= Hong Kong Cycling Alliance =

The Hong Kong Cycling Alliance (HKCAll) (香港單車同盟) is a small non-profit organisation that works to make Hong Kong a more bicycle-friendly city. Through coordination of the efforts of Hong Kong's many cyclists and cycling groups, it campaigns to educate decision-makers about cycling as active transportation, and to encourage and enable all types of cycling, including utility/commuting, leisure riding, off-road, racing and touring.

Founded in 2003, the group focuses on advocacy and engagement with government bodies, transport operators and others to effect changes in laws, regulations, policies and practices that affect the cycling community in Hong Kong, on the roads, on cycle tracks and on public transport. By promoting improved infrastructure and more public education, HKCAll aims to increase the use of bicycles as an efficient, healthy and economical component of Hong Kong's transportation network.

As part of its advocacy programme, HKCAll organises and co-organises events supporting an improved cycling environment, including the first major gathering of cycling groups in November 2005, which demanded government support for cycling, following the road death of a local racing cyclist. Since 2006, the group has coordinated the annual Ride of Silence in memory of cyclists killed and injured on the roads.
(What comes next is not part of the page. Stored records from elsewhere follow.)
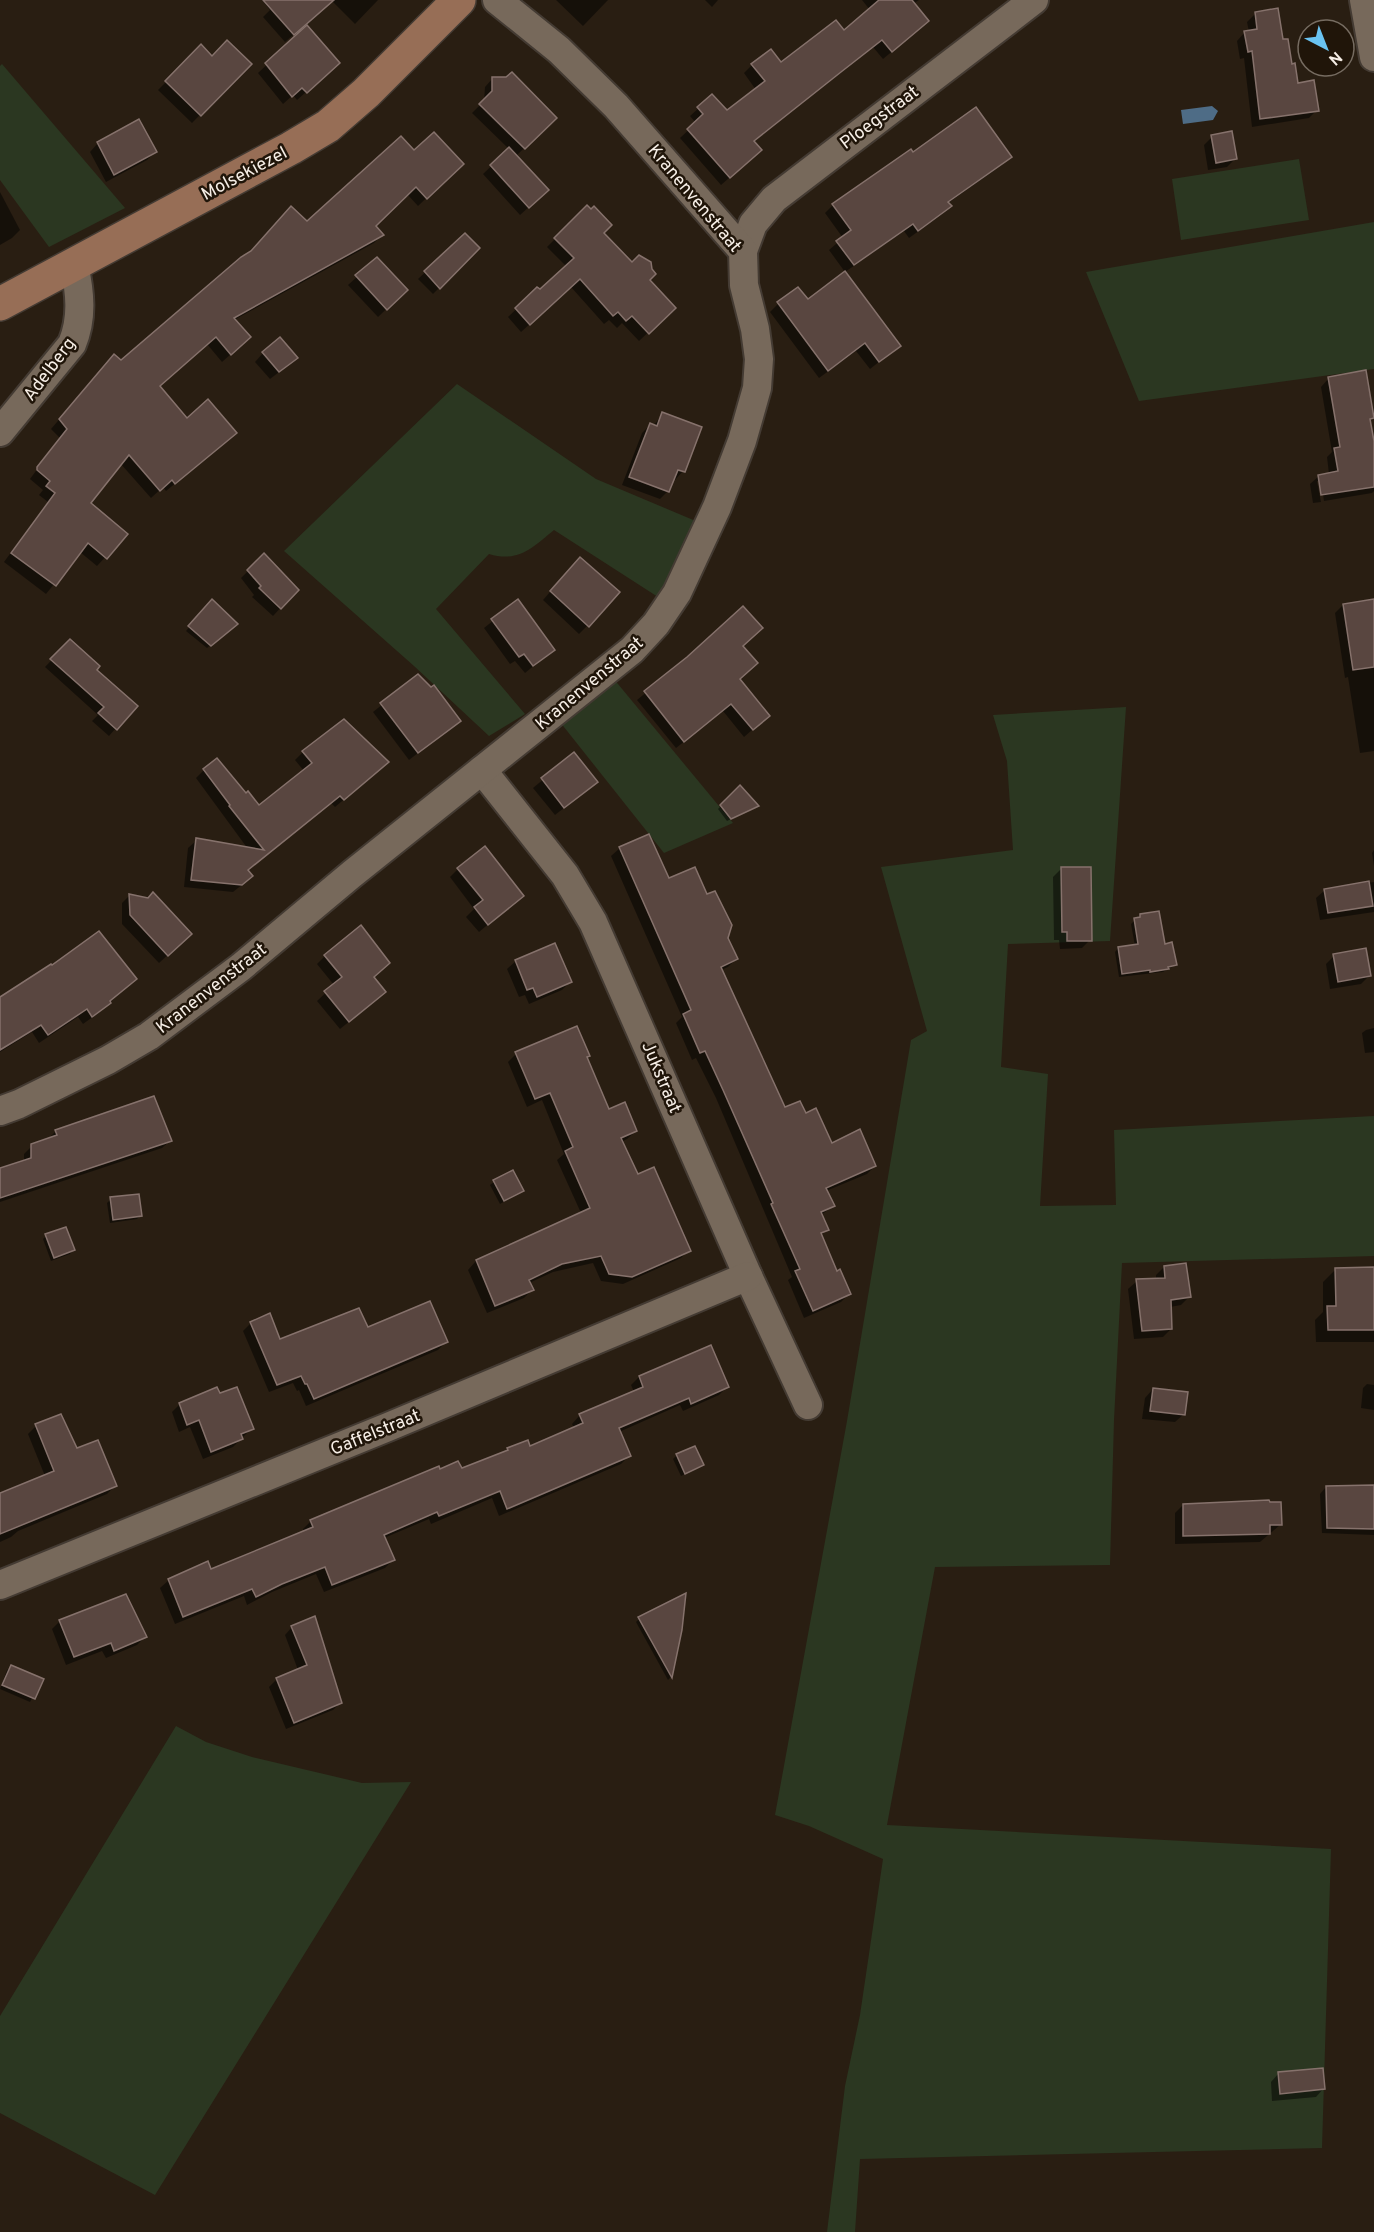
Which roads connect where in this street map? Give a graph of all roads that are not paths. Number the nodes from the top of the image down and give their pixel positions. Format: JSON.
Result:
{"nodes":[{"id":1,"x":459,"y":0,"type":"edge"},
{"id":2,"x":497,"y":0,"type":"edge"},
{"id":3,"x":1034,"y":0,"type":"edge"},
{"id":4,"x":1364,"y":0,"type":"edge"},
{"id":5,"x":1374,"y":57,"type":"edge"},
{"id":6,"x":743,"y":250,"type":"junction"},
{"id":7,"x":74,"y":264,"type":"junction"},
{"id":8,"x":0,"y":304,"type":"edge"},
{"id":9,"x":0,"y":432,"type":"edge"},
{"id":10,"x":482,"y":770,"type":"junction"},
{"id":11,"x":0,"y":1111,"type":"edge"},
{"id":12,"x":748,"y":1276,"type":"junction"},
{"id":13,"x":808,"y":1405,"type":"dead end"},
{"id":14,"x":0,"y":1586,"type":"edge"}],
"edges":[{"from":1,"to":7,"type":"main road","name":"Molsekiezel"},
{"from":2,"to":6,"type":"street","name":"Kranenvenstraat"},
{"from":3,"to":6,"type":"street","name":"Ploegstraat"},
{"from":4,"to":5,"type":"street"},
{"from":6,"to":10,"type":"street","name":"Kranenvenstraat"},
{"from":7,"to":8,"type":"main road","name":"Molsekiezel"},
{"from":7,"to":9,"type":"street","name":"Adelberg"},
{"from":10,"to":11,"type":"street","name":"Kranenvenstraat"},
{"from":10,"to":12,"type":"street","name":"Jukstraat"},
{"from":12,"to":13,"type":"street","name":"Jukstraat"},
{"from":12,"to":14,"type":"street","name":"Gaffelstraat"}]}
In 2003, members of HKCAll were instrumental in negotiations between the Hong Kong Star Ferry Company and the Transport Department leading to the introduction of free carriage of bicycles on the Wanchai-Tsim Sha Tsui Star Ferry route though there is now a small charge of around HK$11. In 2011, after much lobbying, the MTR metro system agreed to allow carriage of bicycles on all its lines.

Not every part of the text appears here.